The quadrate is typically crocodylian in being extensively sutured to the squamosal, parietal, laterosphenoid, and pterygoid and in buttressing the lateral part of the braincase. It differs from adult crocodylians in being virtually hollow except for delicate internal struts, and in extending ventrally so that its ventral surface is roughly horizontal. The dorsolateral surface of the bone is highly fenestrated, possibly homologous to a small siphonial foramen in the dorsal part of the quadrate of crocodylians.

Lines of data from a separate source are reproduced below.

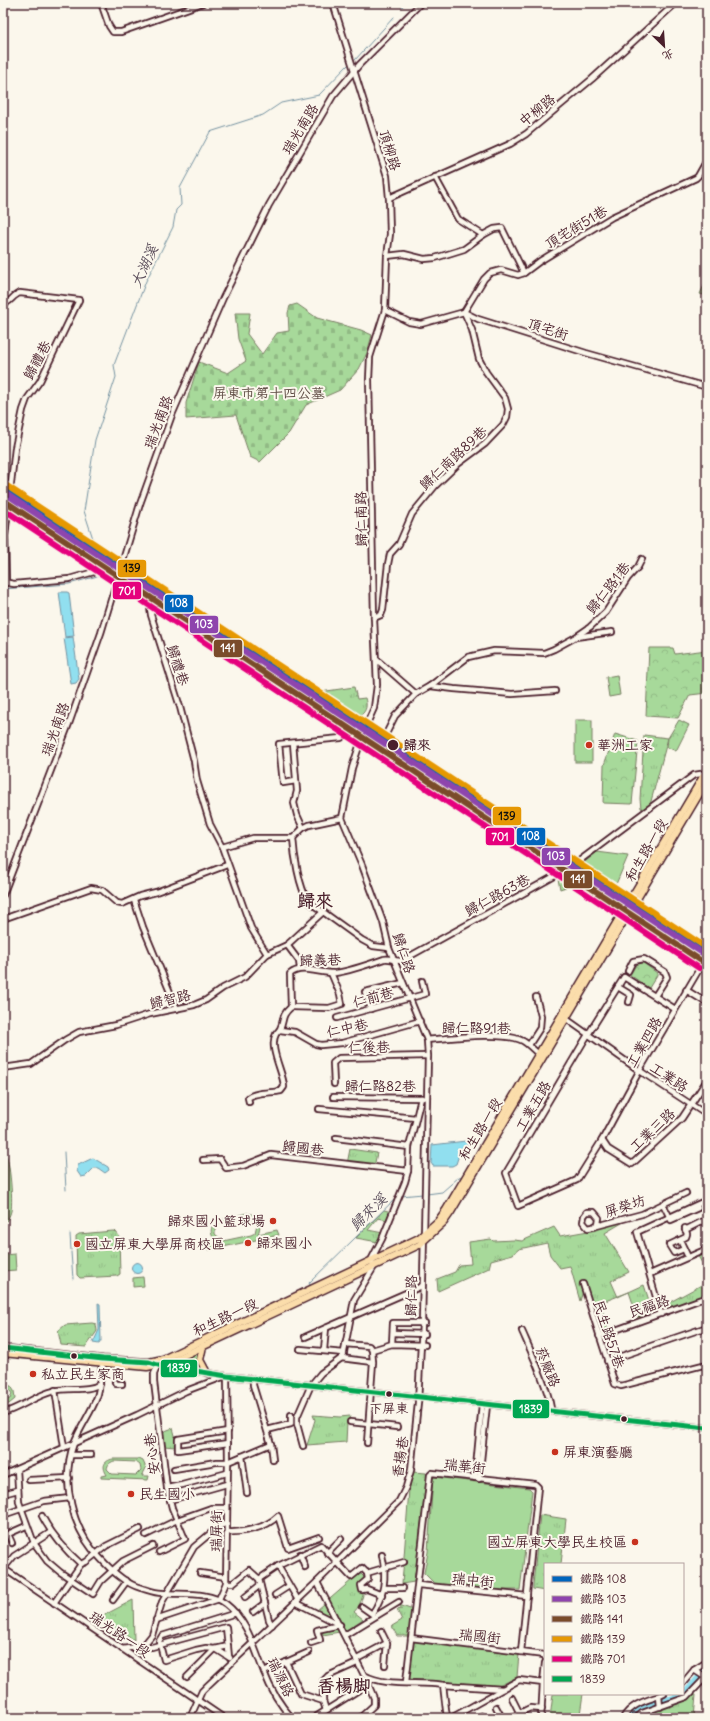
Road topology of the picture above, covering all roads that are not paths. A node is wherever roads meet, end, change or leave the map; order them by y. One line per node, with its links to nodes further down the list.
1 (101, 3): 2 (street)
2 (204, 3)
3 (333, 3): 6 (street, 頂柳路)
4 (421, 3): 6 (street, 瑞光南路)
5 (676, 3): 8 (street, 中柳路)
6 (354, 71): 9 (street, 頂柳路); 18 (street, 瑞光南路)
7 (707, 160): 12 (street, 頂宅街51巷)
8 (435, 177): 9 (street, 中柳路); 10 (street)
9 (389, 198): 11 (street, 頂柳路)
10 (483, 235): 11 (street); 12 (street)
11 (387, 256): 14 (street, 頂柳路)
12 (524, 273): 15 (street)
13 (3, 304): 19 (street, 歸禮巷)
14 (385, 310): 15 (street); 20 (street, 歸仁南路)
15 (464, 312): 16 (street, 頂宅街); 20 (street, 歸仁南路89巷)
16 (707, 387)
17 (642, 559): 22 (street, 歸仁路1巷)
18 (119, 571): 19 (street, 歸禮巷); 36 (street, 歸禮巷); 38 (street, 瑞光南路)
19 (4, 582)
20 (374, 618): 23 (street, 歸仁南路)
21 (612, 632): 22 (street)
22 (574, 638): 24 (street, 歸仁路1巷)
23 (377, 660): 26 (street); 33 (street, 歸仁南路)
24 (430, 686): 25 (street); 26 (street, 歸仁路1巷)
25 (555, 691)
26 (416, 694): 28 (street, 歸仁路1巷)
27 (341, 738): 29 (street)
28 (384, 738)
29 (293, 743): 31 (street); 31 (street)
30 (707, 772): 46 (street, 歸仁路63巷); 63 (main road, 和生路一段)
31 (296, 781): 34 (street)
32 (707, 781): 63 (main road, 和生路一段)
33 (342, 818): 34 (street); 43 (street, 歸仁路)
34 (303, 828): 35 (street)
35 (293, 838): 36 (street); 40 (street)
36 (222, 847): 37 (street, 歸禮巷)
37 (228, 865): 39 (street); 44 (street, 歸禮巷)
38 (3, 895)
39 (134, 900): 41 (street); 60 (street)
40 (323, 912): 42 (street, 歸智路); 43 (street)
41 (3, 918)
42 (287, 944): 44 (street, 歸智路); 47 (street)
43 (389, 948): 46 (street, 歸仁路)
44 (267, 954): 60 (street, 歸智路)
45 (707, 956): 53 (street, 工業四路)
46 (394, 960): 49 (street, 歸義巷); 51 (street, 歸仁路)
47 (300, 969): 49 (street, 歸義巷); 59 (street, 歸義巷)
48 (628, 971): 54 (street)
49 (331, 973): 59 (street)
50 (422, 981): 56 (street, 仁前巷)
51 (403, 983): 56 (street, 歸仁路); 61 (street)
52 (618, 987): 54 (street, 工業五路); 57 (street); 67 (street, 工業五路)
53 (686, 990): 58 (street); 62 (street, 工業四路)
54 (655, 996): 62 (street, 工業五路)
55 (536, 997): 69 (street)
56 (410, 998): 61 (street, 仁前巷); 65 (street, 歸仁路)
57 (629, 1002)
58 (707, 1003)
59 (290, 1007): 66 (street, 歸義巷)
60 (178, 1009): 72 (street, 歸智路)
61 (371, 1009): 64 (street, 仁前巷)
62 (675, 1009): 73 (street, 工業四路)
63 (564, 1017): 67 (street, 工業路); 71 (main road, 和生路一段)
64 (337, 1018)
65 (420, 1021): 66 (street, 仁中巷); 68 (street, 歸仁路)
66 (280, 1030): 79 (street, 歸義巷)
67 (589, 1034): 73 (street, 工業路); 85 (street, 工業五路)
68 (427, 1040): 69 (street, 歸仁路91巷); 70 (street, 歸仁路)
69 (529, 1045): 71 (street, 歸仁路91巷)
70 (428, 1056): 75 (street, 仁後巷); 78 (street, 歸仁路)
71 (541, 1056): 89 (main road, 和生路一段)
72 (3, 1068)
73 (640, 1071): 80 (street, 工業路); 85 (street, 工業四路)
74 (707, 1080): 80 (street, 工業三路)
75 (334, 1084)
76 (333, 1097): 77 (street, 歸仁路82巷)
77 (421, 1098): 78 (street, 歸仁路82巷); 83 (street)
78 (427, 1098): 97 (street, 歸仁路)
79 (249, 1102)
80 (692, 1105): 82 (street, 工業路); 85 (street, 工業三路)
81 (319, 1110): 83 (street)
82 (707, 1115)
83 (416, 1118): 86 (street)
84 (336, 1138): 86 (street)
85 (602, 1140)
86 (410, 1147): 88 (street)
87 (203, 1160): 88 (street, 歸國巷)
88 (408, 1171): 103 (street)
89 (469, 1177): 97 (main road, 和生路一段); 99 (main road, 和生路一段)
90 (686, 1193): 92 (street, 屏榮坊)
91 (707, 1200): 94 (street)
92 (663, 1204): 94 (street, 屏榮坊); 96 (street, 屏榮坊)
93 (698, 1208): 94 (street)
94 (670, 1217): 104 (street)
95 (707, 1219): 98 (street)
96 (593, 1227)
97 (423, 1235): 99 (street, 歸仁路); 103 (main road, 和生路一段)
98 (680, 1240): 100 (street); 100 (street)
99 (423, 1242): 103 (main road, 和生路一段); 106 (street, 歸仁路)
100 (684, 1249): 102 (street)
101 (707, 1249): 102 (street)
102 (688, 1258): 104 (street)
103 (372, 1264): 109 (street); 121 (main road, 和生路一段); 131 (main road, 和生路一段)
104 (650, 1274): 108 (street)
105 (582, 1284): 116 (street, 民生路57巷)
106 (422, 1286): 109 (street); 110 (street, 歸仁路)
107 (707, 1297): 108 (street, 民福路)
108 (660, 1314): 116 (street, 民福路)
109 (350, 1318): 112 (street); 118 (street)
110 (423, 1323): 114 (street); 115 (street, 歸仁路)
111 (707, 1327): 130 (street)
112 (326, 1328): 117 (street); 124 (street)
113 (522, 1331): 147 (street, 菸廠路)
114 (393, 1333): 115 (street); 119 (street)
115 (423, 1334): 120 (street, 歸仁路)
116 (599, 1336): 130 (street, 民生路57巷)
117 (305, 1337)
118 (345, 1344): 125 (street); 127 (street)
119 (392, 1344): 120 (street); 125 (street)
120 (423, 1345): 144 (street, 歸仁路)
121 (203, 1346): 134 (main road, 和生路一段); 135 (main road)
122 (3, 1348): 129 (main road)
123 (300, 1349): 124 (street)
124 (324, 1350): 127 (street)
125 (372, 1350): 132 (street)
126 (3, 1353): 129 (main road)
127 (344, 1353): 128 (street)
128 (341, 1358): 132 (street); 141 (street)
129 (103, 1361): 131 (main road, 和生路一段); 134 (main road, 和生路一段); 139 (street)
130 (606, 1361): 133 (street, 民生路57巷)
131 (149, 1362): 134 (street)
132 (373, 1362): 143 (street)
133 (707, 1364)
134 (158, 1365): 135 (street); 146 (street, 安心巷)
135 (207, 1374): 136 (street)
136 (227, 1376): 137 (street); 146 (street); 155 (street, 瑞屏街)
137 (253, 1379): 141 (street); 154 (street)
138 (115, 1382): 140 (street)
139 (100, 1384): 142 (street); 156 (street)
140 (122, 1384)
141 (311, 1385): 143 (street); 160 (street)
142 (55, 1390): 148 (street); 161 (street)
143 (371, 1392): 144 (street); 151 (street)
144 (418, 1397): 145 (street); 203 (street, 香揚巷)
145 (484, 1404): 147 (street); 172 (street)
146 (158, 1406): 156 (street); 175 (street, 安心巷)
147 (551, 1411): 153 (street)
148 (3, 1413)
149 (291, 1415): 154 (street)
150 (350, 1422): 151 (street)
151 (368, 1424): 152 (street); 158 (street)
152 (396, 1427)
153 (707, 1428)
154 (267, 1430): 159 (street)
155 (228, 1431): 157 (street, 瑞屏街); 157 (street)
156 (74, 1443): 161 (street); 162 (street)
157 (228, 1443): 166 (street, 瑞屏街)
158 (367, 1443)
159 (271, 1444): 164 (street); 165 (street)
160 (303, 1446)
161 (64, 1448): 167 (street)
162 (72, 1455): 163 (street); 171 (street)
163 (91, 1455)
164 (242, 1456): 166 (street); 178 (street)
165 (273, 1460)
166 (228, 1462): 168 (street); 169 (street, 瑞屏街)
167 (17, 1469): 170 (street); 176 (street)
168 (174, 1469)
169 (227, 1473): 174 (street, 瑞屏街); 175 (street)
170 (3, 1475)
171 (69, 1478): 173 (street); 179 (street)
172 (477, 1478): 219 (street, 瑞華街); 226 (street, 瑞華街)
173 (29, 1480)
174 (227, 1484): 180 (street); 181 (street, 瑞屏街)
175 (167, 1488): 180 (street, 安心巷)
176 (18, 1490): 177 (street); 182 (street)
177 (3, 1494)
178 (247, 1494)
179 (70, 1498): 182 (street); 199 (street)
180 (170, 1500): 185 (street, 安心巷)
181 (227, 1508): 185 (street); 186 (street, 瑞屏街)
182 (21, 1509): 183 (street); 187 (street)
183 (3, 1515)
184 (42, 1516): 189 (street)
185 (177, 1520): 191 (street); 197 (street, 安心巷)
186 (227, 1523): 190 (street, 瑞屏街); 223 (street)
187 (26, 1526): 194 (street); 195 (street)
188 (140, 1529): 199 (street)
189 (51, 1532): 195 (street); 204 (street)
190 (227, 1532): 192 (street); 212 (street, 瑞屏街)
191 (146, 1535)
192 (319, 1537)
193 (341, 1539): 198 (street)
194 (12, 1543)
195 (34, 1543): 208 (street); 213 (street)
196 (153, 1546): 209 (street)
197 (159, 1552)
198 (327, 1553): 200 (street); 203 (street)
199 (96, 1554): 204 (street); 209 (street)
200 (300, 1554): 205 (street); 206 (street)
201 (382, 1555): 207 (street)
202 (404, 1562): 207 (street)
203 (336, 1563): 211 (street); 216 (street, 香揚巷)
204 (81, 1564): 213 (street)
205 (278, 1566): 214 (street); 220 (street)
206 (305, 1567)
207 (385, 1567): 211 (street); 221 (street)
208 (3, 1568): 232 (street, 瑞光路一段)
209 (113, 1571): 213 (street); 215 (street)
210 (200, 1573): 212 (street)
211 (367, 1573): 225 (street)
212 (226, 1577): 217 (street, 瑞屏街)
213 (69, 1579): 232 (street)
214 (259, 1579): 217 (street); 218 (street)
215 (127, 1581): 223 (street); 229 (street)
216 (317, 1582): 230 (street, 香揚巷); 239 (street)
217 (226, 1583): 228 (street, 瑞屏街)
218 (260, 1585): 227 (street); 233 (street)
219 (418, 1585): 226 (street, 瑞中街); 242 (street, 瑞華街)
220 (289, 1586): 224 (street); 230 (street)
221 (384, 1588): 222 (street); 225 (street)
222 (403, 1588)
223 (167, 1594): 228 (street); 237 (street)
224 (275, 1595)
225 (382, 1595): 234 (street)
226 (527, 1596): 252 (street, 瑞華街)
227 (245, 1597)
228 (219, 1599): 236 (street); 237 (street)
229 (113, 1600)
230 (296, 1601): 238 (street, 香揚巷); 239 (street)
231 (399, 1602): 241 (street)
232 (54, 1603): 249 (street, 瑞光路一段)
233 (265, 1603): 235 (street); 238 (street)
234 (362, 1607)
235 (253, 1612)
236 (236, 1613): 243 (street); 247 (street)
237 (156, 1620): 246 (street)
238 (272, 1625): 243 (street, 香揚巷)
239 (340, 1625): 241 (street); 244 (street)
240 (381, 1631): 245 (street)
241 (345, 1635): 255 (street)
242 (412, 1638): 252 (street, 瑞國街); 266 (street, 瑞華街)
243 (254, 1642): 258 (street, 香揚巷); 261 (street, 瑞源路)
244 (311, 1643)
245 (387, 1643): 255 (street); 259 (street)
246 (143, 1646): 247 (street); 249 (street)
247 (160, 1646): 248 (street); 250 (street)
248 (228, 1646): 250 (street); 254 (street)
249 (122, 1649): 274 (street, 瑞光路一段)
250 (215, 1649): 254 (street); 264 (street)
251 (309, 1652): 256 (street)
252 (521, 1652): 253 (street, 瑞國街)
253 (544, 1655)
254 (229, 1657): 258 (street)
255 (357, 1661): 265 (street); 275 (street)
256 (286, 1662): 261 (street); 275 (street)
257 (707, 1662): 260 (street)
258 (233, 1663): 274 (street, 香揚巷)
259 (385, 1665)
260 (694, 1670): 263 (street); 267 (street)
261 (264, 1672): 285 (street, 瑞源路)
262 (544, 1673): 268 (street)
263 (706, 1676): 277 (street)
264 (186, 1677)
265 (371, 1679): 266 (street); 269 (street)
266 (406, 1682): 270 (street)
267 (684, 1682)
268 (543, 1683): 271 (street); 278 (street)
269 (368, 1684): 279 (street); 281 (street)
270 (442, 1685): 271 (street); 287 (street)
271 (503, 1689): 280 (street)
272 (661, 1695): 277 (street); 293 (street)
273 (512, 1698): 282 (street)
274 (199, 1700): 283 (street, 香揚巷); 284 (street, 瑞光路一段)
275 (323, 1701): 279 (street)
276 (496, 1706): 290 (street)
277 (660, 1707): 294 (street)
278 (542, 1709): 282 (street); 292 (street)
279 (326, 1710): 286 (street)
280 (459, 1713): 288 (street); 289 (street)
281 (362, 1716)
282 (521, 1716): 291 (street)
283 (190, 1718)
284 (224, 1718)
285 (292, 1718)
286 (314, 1718)
287 (447, 1718)
288 (451, 1718)
289 (461, 1718)
290 (502, 1718)
291 (510, 1718)
292 (541, 1718)
293 (623, 1718)
294 (636, 1718)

The quadrate fenestrae, best preserved on LACM 120494 (Fig. 6), are similar in many respects to those described for Protosuchus (Hecht & Tarsitano, 1983; Clark, 1986) and Shantungosuchus (Wu et al., 1994). The quadrate of Protosuchus has five fenestrae on the dorsal surface: a large vertically oriented fenestra located posteriorly and distally (fenestra A in the terminology of Hecht & Tarsitano, 1983), three smaller fenestrae located in a vertical line anterior to the first fenestra (fenestrae B–D, in ascending order), and a large fenestra situated dorsally near the squamosal suture that contains several pockets within it. In Fruitachampsa the fenestrae are similar except that fenestrae B–D are apparently coalesced into a single large, subdivided fenestra and fenestra E is somewhat reduced in size.
Fenestra A in Fruitachampsa is vertically elongate, extending dorsally from immediately above the level of the condyle, and is subdivided by at least two horizontal struts. It is somewhat narrower than the fenestra illustrated for the holotype of Protosuchus richardsoni (Hecht & Tarsitano, 1983), which has only a single strut, but other specimens of Protosuchus have a similarly shaped fenestra with multiple struts (Clark, 1986).
The large fenestra equivalent to fenestrae B–D lies anterodorsal to fenestra A and may extend dorsally to the squamosal. It is roughly oval in posterodorsal view with a vertical long axis. It is bordered anteriorly by the quadratojugal so that most of the posterior border of this bone does not meet the quadrate. This fenestra is subdivided by several struts into dorsal and ventral parts of equal size. The dorsal part is connected with fenestra E through at least one foramen, and there is probably similar communication with fenestra A. Fenestra E is situated at the dorsal border of the quadrate at the squamosal contact. It is roughly triangular in shape with equilateral sides and a ventral apex. There are no obvious pockets within it but it has not been completely prepared.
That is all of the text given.